┌──
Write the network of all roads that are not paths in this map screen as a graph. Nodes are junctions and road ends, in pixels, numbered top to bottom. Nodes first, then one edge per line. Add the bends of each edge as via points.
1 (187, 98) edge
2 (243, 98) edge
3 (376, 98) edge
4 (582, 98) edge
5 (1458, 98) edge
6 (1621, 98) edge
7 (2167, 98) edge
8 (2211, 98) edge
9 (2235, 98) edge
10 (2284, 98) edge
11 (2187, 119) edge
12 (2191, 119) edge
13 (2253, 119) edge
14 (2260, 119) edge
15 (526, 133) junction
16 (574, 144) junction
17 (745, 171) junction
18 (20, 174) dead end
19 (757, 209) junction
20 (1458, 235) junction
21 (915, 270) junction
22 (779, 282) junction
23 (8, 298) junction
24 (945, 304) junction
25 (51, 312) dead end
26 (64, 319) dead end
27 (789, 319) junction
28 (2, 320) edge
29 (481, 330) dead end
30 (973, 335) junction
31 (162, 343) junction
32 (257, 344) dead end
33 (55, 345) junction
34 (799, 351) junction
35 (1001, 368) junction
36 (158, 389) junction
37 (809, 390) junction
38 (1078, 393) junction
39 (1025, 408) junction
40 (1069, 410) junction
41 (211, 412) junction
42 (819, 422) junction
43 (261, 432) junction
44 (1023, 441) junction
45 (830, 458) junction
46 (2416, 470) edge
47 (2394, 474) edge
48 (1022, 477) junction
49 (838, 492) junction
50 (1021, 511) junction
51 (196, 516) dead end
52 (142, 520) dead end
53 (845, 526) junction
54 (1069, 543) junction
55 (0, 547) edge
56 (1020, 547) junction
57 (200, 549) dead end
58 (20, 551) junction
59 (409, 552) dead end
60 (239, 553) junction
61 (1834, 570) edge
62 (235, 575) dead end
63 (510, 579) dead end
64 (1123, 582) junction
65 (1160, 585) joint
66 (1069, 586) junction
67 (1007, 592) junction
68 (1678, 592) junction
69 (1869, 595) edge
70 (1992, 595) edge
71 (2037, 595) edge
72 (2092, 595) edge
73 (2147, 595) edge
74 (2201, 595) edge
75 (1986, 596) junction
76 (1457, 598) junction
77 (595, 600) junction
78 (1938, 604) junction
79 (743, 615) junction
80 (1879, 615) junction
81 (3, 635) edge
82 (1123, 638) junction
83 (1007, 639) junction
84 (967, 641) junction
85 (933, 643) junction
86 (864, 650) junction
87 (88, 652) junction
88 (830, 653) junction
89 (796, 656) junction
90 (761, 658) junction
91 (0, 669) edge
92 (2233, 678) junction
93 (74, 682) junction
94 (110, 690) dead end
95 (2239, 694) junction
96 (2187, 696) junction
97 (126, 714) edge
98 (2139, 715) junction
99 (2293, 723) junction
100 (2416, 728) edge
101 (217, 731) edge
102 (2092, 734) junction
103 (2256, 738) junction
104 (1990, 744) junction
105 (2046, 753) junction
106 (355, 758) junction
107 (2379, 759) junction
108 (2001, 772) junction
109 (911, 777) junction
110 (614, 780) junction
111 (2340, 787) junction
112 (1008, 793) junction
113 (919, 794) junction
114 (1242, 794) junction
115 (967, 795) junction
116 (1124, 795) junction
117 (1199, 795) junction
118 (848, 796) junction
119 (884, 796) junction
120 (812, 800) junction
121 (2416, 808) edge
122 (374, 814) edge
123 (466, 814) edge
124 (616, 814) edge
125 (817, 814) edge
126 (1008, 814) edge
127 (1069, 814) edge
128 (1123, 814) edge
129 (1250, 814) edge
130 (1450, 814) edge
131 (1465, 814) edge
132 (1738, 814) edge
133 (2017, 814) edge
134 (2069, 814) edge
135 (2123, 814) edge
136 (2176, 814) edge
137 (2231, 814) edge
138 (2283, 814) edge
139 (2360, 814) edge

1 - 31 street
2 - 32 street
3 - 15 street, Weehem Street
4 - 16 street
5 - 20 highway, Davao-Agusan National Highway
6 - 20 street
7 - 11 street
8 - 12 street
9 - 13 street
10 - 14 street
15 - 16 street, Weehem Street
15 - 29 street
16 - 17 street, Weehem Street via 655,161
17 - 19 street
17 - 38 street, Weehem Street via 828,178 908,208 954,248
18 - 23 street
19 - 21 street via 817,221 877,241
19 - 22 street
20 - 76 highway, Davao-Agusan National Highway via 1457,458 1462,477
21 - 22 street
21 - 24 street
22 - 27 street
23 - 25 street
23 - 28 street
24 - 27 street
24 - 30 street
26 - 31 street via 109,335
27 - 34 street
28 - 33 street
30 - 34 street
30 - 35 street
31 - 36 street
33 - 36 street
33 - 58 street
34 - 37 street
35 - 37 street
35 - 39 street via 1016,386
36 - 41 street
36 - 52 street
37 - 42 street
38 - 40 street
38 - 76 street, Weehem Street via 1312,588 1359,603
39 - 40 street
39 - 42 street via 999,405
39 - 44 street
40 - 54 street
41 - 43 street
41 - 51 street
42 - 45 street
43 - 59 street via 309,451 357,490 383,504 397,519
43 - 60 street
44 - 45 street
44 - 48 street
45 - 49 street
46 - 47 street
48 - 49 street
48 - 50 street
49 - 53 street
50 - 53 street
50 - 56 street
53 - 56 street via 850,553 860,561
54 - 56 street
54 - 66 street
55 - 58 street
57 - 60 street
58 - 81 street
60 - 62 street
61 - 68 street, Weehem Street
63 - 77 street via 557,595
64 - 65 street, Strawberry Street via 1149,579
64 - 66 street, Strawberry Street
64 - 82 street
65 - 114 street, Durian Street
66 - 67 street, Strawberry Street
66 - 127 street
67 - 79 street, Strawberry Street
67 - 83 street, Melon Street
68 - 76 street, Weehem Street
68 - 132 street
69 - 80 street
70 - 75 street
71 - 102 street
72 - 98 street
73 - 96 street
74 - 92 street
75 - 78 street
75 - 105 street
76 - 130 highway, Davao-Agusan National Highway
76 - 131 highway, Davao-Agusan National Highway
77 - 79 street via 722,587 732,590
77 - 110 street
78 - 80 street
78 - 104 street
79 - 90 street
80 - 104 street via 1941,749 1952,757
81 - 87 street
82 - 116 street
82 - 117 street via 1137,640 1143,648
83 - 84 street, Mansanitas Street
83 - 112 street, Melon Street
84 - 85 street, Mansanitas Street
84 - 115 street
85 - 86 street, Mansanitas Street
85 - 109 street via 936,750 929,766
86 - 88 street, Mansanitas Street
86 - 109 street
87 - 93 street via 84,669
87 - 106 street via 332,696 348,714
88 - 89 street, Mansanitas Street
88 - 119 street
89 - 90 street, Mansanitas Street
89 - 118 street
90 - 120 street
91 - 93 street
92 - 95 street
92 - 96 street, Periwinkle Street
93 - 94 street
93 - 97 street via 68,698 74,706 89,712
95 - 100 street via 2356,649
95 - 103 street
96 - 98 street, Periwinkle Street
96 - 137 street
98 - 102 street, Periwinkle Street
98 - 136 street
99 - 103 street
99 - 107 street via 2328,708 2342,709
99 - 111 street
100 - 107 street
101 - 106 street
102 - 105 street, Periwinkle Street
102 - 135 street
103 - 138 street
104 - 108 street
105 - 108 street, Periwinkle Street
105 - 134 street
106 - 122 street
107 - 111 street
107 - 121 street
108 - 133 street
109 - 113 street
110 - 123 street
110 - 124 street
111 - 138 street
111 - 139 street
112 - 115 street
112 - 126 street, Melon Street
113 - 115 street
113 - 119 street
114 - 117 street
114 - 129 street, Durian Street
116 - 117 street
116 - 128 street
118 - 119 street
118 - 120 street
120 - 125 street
└──
### EXERCISE REQUIREMENTS
Nothing in the records should change when you repeat them all.

### RESPONSE TO THE TASK
Write the network of all roads that are not paths in this map screen as a graph. Nodes are junctions and road ends, in pixels, numbered top to bottom. Nodes first, then one edge per line. Add the bends of each edge as via points.
1 (187, 98) edge
2 (243, 98) edge
3 (376, 98) edge
4 (582, 98) edge
5 (1458, 98) edge
6 (1621, 98) edge
7 (2167, 98) edge
8 (2211, 98) edge
9 (2235, 98) edge
10 (2284, 98) edge
11 (2187, 119) edge
12 (2191, 119) edge
13 (2253, 119) edge
14 (2260, 119) edge
15 (526, 133) junction
16 (574, 144) junction
17 (745, 171) junction
18 (20, 174) dead end
19 (757, 209) junction
20 (1458, 235) junction
21 (915, 270) junction
22 (779, 282) junction
23 (8, 298) junction
24 (945, 304) junction
25 (51, 312) dead end
26 (64, 319) dead end
27 (789, 319) junction
28 (2, 320) edge
29 (481, 330) dead end
30 (973, 335) junction
31 (162, 343) junction
32 (257, 344) dead end
33 (55, 345) junction
34 (799, 351) junction
35 (1001, 368) junction
36 (158, 389) junction
37 (809, 390) junction
38 (1078, 393) junction
39 (1025, 408) junction
40 (1069, 410) junction
41 (211, 412) junction
42 (819, 422) junction
43 (261, 432) junction
44 (1023, 441) junction
45 (830, 458) junction
46 (2416, 470) edge
47 (2394, 474) edge
48 (1022, 477) junction
49 (838, 492) junction
50 (1021, 511) junction
51 (196, 516) dead end
52 (142, 520) dead end
53 (845, 526) junction
54 (1069, 543) junction
55 (0, 547) edge
56 (1020, 547) junction
57 (200, 549) dead end
58 (20, 551) junction
59 (409, 552) dead end
60 (239, 553) junction
61 (1834, 570) edge
62 (235, 575) dead end
63 (510, 579) dead end
64 (1123, 582) junction
65 (1160, 585) joint
66 (1069, 586) junction
67 (1007, 592) junction
68 (1678, 592) junction
69 (1869, 595) edge
70 (1992, 595) edge
71 (2037, 595) edge
72 (2092, 595) edge
73 (2147, 595) edge
74 (2201, 595) edge
75 (1986, 596) junction
76 (1457, 598) junction
77 (595, 600) junction
78 (1938, 604) junction
79 (743, 615) junction
80 (1879, 615) junction
81 (3, 635) edge
82 (1123, 638) junction
83 (1007, 639) junction
84 (967, 641) junction
85 (933, 643) junction
86 (864, 650) junction
87 (88, 652) junction
88 (830, 653) junction
89 (796, 656) junction
90 (761, 658) junction
91 (0, 669) edge
92 (2233, 678) junction
93 (74, 682) junction
94 (110, 690) dead end
95 (2239, 694) junction
96 (2187, 696) junction
97 (126, 714) edge
98 (2139, 715) junction
99 (2293, 723) junction
100 (2416, 728) edge
101 (217, 731) edge
102 (2092, 734) junction
103 (2256, 738) junction
104 (1990, 744) junction
105 (2046, 753) junction
106 (355, 758) junction
107 (2379, 759) junction
108 (2001, 772) junction
109 (911, 777) junction
110 (614, 780) junction
111 (2340, 787) junction
112 (1008, 793) junction
113 (919, 794) junction
114 (1242, 794) junction
115 (967, 795) junction
116 (1124, 795) junction
117 (1199, 795) junction
118 (848, 796) junction
119 (884, 796) junction
120 (812, 800) junction
121 (2416, 808) edge
122 (374, 814) edge
123 (466, 814) edge
124 (616, 814) edge
125 (817, 814) edge
126 (1008, 814) edge
127 (1069, 814) edge
128 (1123, 814) edge
129 (1250, 814) edge
130 (1450, 814) edge
131 (1465, 814) edge
132 (1738, 814) edge
133 (2017, 814) edge
134 (2069, 814) edge
135 (2123, 814) edge
136 (2176, 814) edge
137 (2231, 814) edge
138 (2283, 814) edge
139 (2360, 814) edge

1 - 31 street
2 - 32 street
3 - 15 street, Weehem Street
4 - 16 street
5 - 20 highway, Davao-Agusan National Highway
6 - 20 street
7 - 11 street
8 - 12 street
9 - 13 street
10 - 14 street
15 - 16 street, Weehem Street
15 - 29 street
16 - 17 street, Weehem Street via 655,161
17 - 19 street
17 - 38 street, Weehem Street via 828,178 908,208 954,248
18 - 23 street
19 - 21 street via 817,221 877,241
19 - 22 street
20 - 76 highway, Davao-Agusan National Highway via 1457,458 1462,477
21 - 22 street
21 - 24 street
22 - 27 street
23 - 25 street
23 - 28 street
24 - 27 street
24 - 30 street
26 - 31 street via 109,335
27 - 34 street
28 - 33 street
30 - 34 street
30 - 35 street
31 - 36 street
33 - 36 street
33 - 58 street
34 - 37 street
35 - 37 street
35 - 39 street via 1016,386
36 - 41 street
36 - 52 street
37 - 42 street
38 - 40 street
38 - 76 street, Weehem Street via 1312,588 1359,603
39 - 40 street
39 - 42 street via 999,405
39 - 44 street
40 - 54 street
41 - 43 street
41 - 51 street
42 - 45 street
43 - 59 street via 309,451 357,490 383,504 397,519
43 - 60 street
44 - 45 street
44 - 48 street
45 - 49 street
46 - 47 street
48 - 49 street
48 - 50 street
49 - 53 street
50 - 53 street
50 - 56 street
53 - 56 street via 850,553 860,561
54 - 56 street
54 - 66 street
55 - 58 street
57 - 60 street
58 - 81 street
60 - 62 street
61 - 68 street, Weehem Street
63 - 77 street via 557,595
64 - 65 street, Strawberry Street via 1149,579
64 - 66 street, Strawberry Street
64 - 82 street
65 - 114 street, Durian Street
66 - 67 street, Strawberry Street
66 - 127 street
67 - 79 street, Strawberry Street
67 - 83 street, Melon Street
68 - 76 street, Weehem Street
68 - 132 street
69 - 80 street
70 - 75 street
71 - 102 street
72 - 98 street
73 - 96 street
74 - 92 street
75 - 78 street
75 - 105 street
76 - 130 highway, Davao-Agusan National Highway
76 - 131 highway, Davao-Agusan National Highway
77 - 79 street via 722,587 732,590
77 - 110 street
78 - 80 street
78 - 104 street
79 - 90 street
80 - 104 street via 1941,749 1952,757
81 - 87 street
82 - 116 street
82 - 117 street via 1137,640 1143,648
83 - 84 street, Mansanitas Street
83 - 112 street, Melon Street
84 - 85 street, Mansanitas Street
84 - 115 street
85 - 86 street, Mansanitas Street
85 - 109 street via 936,750 929,766
86 - 88 street, Mansanitas Street
86 - 109 street
87 - 93 street via 84,669
87 - 106 street via 332,696 348,714
88 - 89 street, Mansanitas Street
88 - 119 street
89 - 90 street, Mansanitas Street
89 - 118 street
90 - 120 street
91 - 93 street
92 - 95 street
92 - 96 street, Periwinkle Street
93 - 94 street
93 - 97 street via 68,698 74,706 89,712
95 - 100 street via 2356,649
95 - 103 street
96 - 98 street, Periwinkle Street
96 - 137 street
98 - 102 street, Periwinkle Street
98 - 136 street
99 - 103 street
99 - 107 street via 2328,708 2342,709
99 - 111 street
100 - 107 street
101 - 106 street
102 - 105 street, Periwinkle Street
102 - 135 street
103 - 138 street
104 - 108 street
105 - 108 street, Periwinkle Street
105 - 134 street
106 - 122 street
107 - 111 street
107 - 121 street
108 - 133 street
109 - 113 street
110 - 123 street
110 - 124 street
111 - 138 street
111 - 139 street
112 - 115 street
112 - 126 street, Melon Street
113 - 115 street
113 - 119 street
114 - 117 street
114 - 129 street, Durian Street
116 - 117 street
116 - 128 street
118 - 119 street
118 - 120 street
120 - 125 street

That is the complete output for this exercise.